- TASK PROMPT -
Write out the full listing, matching it line for line.

- PROVIDED DATA -
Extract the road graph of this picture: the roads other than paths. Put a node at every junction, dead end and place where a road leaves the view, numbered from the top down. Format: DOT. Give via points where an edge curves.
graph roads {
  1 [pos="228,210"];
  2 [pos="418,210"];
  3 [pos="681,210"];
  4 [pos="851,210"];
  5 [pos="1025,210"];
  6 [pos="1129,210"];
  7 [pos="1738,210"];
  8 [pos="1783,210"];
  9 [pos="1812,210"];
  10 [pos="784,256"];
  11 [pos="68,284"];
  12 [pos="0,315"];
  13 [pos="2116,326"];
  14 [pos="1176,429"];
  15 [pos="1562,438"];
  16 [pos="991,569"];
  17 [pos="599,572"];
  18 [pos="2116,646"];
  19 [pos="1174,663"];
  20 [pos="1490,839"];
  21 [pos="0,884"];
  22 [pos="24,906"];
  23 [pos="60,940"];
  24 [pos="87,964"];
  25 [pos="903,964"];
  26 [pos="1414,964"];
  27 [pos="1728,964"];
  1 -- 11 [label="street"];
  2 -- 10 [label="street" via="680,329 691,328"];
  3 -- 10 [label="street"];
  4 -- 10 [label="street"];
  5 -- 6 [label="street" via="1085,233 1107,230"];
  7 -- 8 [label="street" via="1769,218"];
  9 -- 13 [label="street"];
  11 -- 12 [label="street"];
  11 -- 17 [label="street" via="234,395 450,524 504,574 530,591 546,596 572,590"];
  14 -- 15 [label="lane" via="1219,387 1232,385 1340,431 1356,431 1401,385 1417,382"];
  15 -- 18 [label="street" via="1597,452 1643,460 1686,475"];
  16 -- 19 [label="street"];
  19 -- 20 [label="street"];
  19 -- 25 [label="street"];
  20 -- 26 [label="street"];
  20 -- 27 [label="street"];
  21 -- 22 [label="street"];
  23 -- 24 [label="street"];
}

- SOLVED EXERCISE -
Extract the road graph of this picture: the roads other than paths. Put a node at every junction, dead end and place where a road leaves the view, numbered from the top down. Format: DOT. Give via points where an edge curves.
graph roads {
  1 [pos="228,210"];
  2 [pos="418,210"];
  3 [pos="681,210"];
  4 [pos="851,210"];
  5 [pos="1025,210"];
  6 [pos="1129,210"];
  7 [pos="1738,210"];
  8 [pos="1783,210"];
  9 [pos="1812,210"];
  10 [pos="784,256"];
  11 [pos="68,284"];
  12 [pos="0,315"];
  13 [pos="2116,326"];
  14 [pos="1176,429"];
  15 [pos="1562,438"];
  16 [pos="991,569"];
  17 [pos="599,572"];
  18 [pos="2116,646"];
  19 [pos="1174,663"];
  20 [pos="1490,839"];
  21 [pos="0,884"];
  22 [pos="24,906"];
  23 [pos="60,940"];
  24 [pos="87,964"];
  25 [pos="903,964"];
  26 [pos="1414,964"];
  27 [pos="1728,964"];
  1 -- 11 [label="street"];
  2 -- 10 [label="street" via="680,329 691,328"];
  3 -- 10 [label="street"];
  4 -- 10 [label="street"];
  5 -- 6 [label="street" via="1085,233 1107,230"];
  7 -- 8 [label="street" via="1769,218"];
  9 -- 13 [label="street"];
  11 -- 12 [label="street"];
  11 -- 17 [label="street" via="234,395 450,524 504,574 530,591 546,596 572,590"];
  14 -- 15 [label="lane" via="1219,387 1232,385 1340,431 1356,431 1401,385 1417,382"];
  15 -- 18 [label="street" via="1597,452 1643,460 1686,475"];
  16 -- 19 [label="street"];
  19 -- 20 [label="street"];
  19 -- 25 [label="street"];
  20 -- 26 [label="street"];
  20 -- 27 [label="street"];
  21 -- 22 [label="street"];
  23 -- 24 [label="street"];
}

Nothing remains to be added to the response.